At eighty-seven, my mother is frail and has been diagnosed with "senile dementia, Alzheimer's type." We just moved her into a nursing home in our neighborhood. I am visiting her a lot and having many sessions. I give her attention to the extent I can.

She has forgotten that many of her relatives died long ago and asks me about them. I try to turn this into reminiscing. When I remind her that they have died, she sometimes bursts into tears and says, "Why didn't anybody tell me?" even though she attended their funerals.

She has accused me of stealing her money. She fell four times in the past week, and I'm trying to get the doctors and nursing-home staff to keep a better eye on her. They give her psychotropic drugs. I am stating my opposition to these drugs, with little backing from my family and non-RC friends. The doctors did stop giving her one particularly powerful anti-anxiety drug that was making her non-functional.

There are big issues here: aging, elders' oppression, and elder care. In our younger adult years there is a strong pull to avoid thinking about these issues or to joke about them. Then in middle-age we are suddenly hit with them, as we face our own parents' or grandparents' aging. As we ourselves age, they loom for us in the distance, too.

Large corporations are making huge sums of money on long-term care and wiping out people's life savings. My mother pays $6,100 a month for her nursing-home room. Contrary to what some people believe, such "custodial care" is not covered by Medicare.1 It is covered by Medicaid2 only after people's personal savings have been used up. I'm speculating that much of U.S. citizens' greed is fueled by our terror of being financially destroyed by the costs of long-term care in old age.

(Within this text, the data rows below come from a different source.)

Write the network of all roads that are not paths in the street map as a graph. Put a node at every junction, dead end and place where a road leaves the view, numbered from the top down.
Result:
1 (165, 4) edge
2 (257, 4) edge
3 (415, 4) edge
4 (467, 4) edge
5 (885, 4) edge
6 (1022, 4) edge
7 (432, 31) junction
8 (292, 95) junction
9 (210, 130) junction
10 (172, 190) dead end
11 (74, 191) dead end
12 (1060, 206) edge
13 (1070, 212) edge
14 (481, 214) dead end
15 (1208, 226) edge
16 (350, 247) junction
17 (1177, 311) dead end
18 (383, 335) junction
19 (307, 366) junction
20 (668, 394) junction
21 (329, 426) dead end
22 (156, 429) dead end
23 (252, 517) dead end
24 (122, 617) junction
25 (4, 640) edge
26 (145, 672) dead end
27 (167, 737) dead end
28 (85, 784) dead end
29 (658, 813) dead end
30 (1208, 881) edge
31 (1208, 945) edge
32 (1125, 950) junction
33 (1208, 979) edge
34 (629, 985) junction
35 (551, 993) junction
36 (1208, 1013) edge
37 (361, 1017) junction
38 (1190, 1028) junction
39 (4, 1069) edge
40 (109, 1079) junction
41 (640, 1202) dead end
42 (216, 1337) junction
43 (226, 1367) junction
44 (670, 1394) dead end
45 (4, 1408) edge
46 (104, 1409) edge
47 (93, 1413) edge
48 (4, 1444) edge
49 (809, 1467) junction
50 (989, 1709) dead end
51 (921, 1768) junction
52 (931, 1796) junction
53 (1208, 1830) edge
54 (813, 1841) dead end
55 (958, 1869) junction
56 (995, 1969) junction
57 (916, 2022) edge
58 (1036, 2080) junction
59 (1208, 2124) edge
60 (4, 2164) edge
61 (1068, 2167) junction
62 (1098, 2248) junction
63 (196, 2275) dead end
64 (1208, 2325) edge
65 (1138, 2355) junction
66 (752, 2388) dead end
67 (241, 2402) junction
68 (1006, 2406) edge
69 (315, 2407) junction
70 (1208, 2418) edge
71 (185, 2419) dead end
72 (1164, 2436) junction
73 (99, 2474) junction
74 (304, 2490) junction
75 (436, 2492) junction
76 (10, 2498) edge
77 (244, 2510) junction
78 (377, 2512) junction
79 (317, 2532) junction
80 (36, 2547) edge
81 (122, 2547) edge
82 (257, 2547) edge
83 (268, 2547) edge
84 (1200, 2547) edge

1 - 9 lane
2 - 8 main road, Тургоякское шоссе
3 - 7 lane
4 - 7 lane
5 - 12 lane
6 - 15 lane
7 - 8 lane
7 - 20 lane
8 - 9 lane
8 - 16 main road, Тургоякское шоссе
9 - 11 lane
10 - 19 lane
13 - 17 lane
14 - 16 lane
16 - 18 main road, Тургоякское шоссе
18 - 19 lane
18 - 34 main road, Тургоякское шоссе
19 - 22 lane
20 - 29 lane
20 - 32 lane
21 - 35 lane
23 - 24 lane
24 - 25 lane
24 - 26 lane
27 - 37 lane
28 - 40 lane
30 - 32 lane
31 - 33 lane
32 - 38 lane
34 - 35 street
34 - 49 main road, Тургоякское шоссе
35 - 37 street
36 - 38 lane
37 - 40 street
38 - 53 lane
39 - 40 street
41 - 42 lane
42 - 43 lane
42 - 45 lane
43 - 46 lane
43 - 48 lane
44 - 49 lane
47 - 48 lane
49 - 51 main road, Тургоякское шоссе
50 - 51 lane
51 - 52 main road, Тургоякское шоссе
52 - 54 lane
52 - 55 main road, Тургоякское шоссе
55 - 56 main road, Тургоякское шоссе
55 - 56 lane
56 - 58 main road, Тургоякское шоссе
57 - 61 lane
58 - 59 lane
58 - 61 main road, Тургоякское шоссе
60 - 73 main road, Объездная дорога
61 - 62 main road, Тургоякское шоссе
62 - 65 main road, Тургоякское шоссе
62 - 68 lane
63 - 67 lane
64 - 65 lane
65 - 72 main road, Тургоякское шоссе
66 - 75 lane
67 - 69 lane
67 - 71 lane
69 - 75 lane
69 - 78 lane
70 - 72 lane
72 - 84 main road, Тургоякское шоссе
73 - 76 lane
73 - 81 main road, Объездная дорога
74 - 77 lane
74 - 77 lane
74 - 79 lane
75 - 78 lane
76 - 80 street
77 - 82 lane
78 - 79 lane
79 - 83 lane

Workers in long-term-care facilities do difficult work and are poorly paid. They are only beginning to organize. We need a broad-based "care movement." We need to organize families, workers, and "care recipients" (young and old people, disabled people, and "mental health" system survivors) to be allies for each other.

E --

1 Medicare is the U.S. government program of medical insurance for aged or disabled persons.
2 Medicaid is the U.S. government program of medical insurance for persons with very low incomes.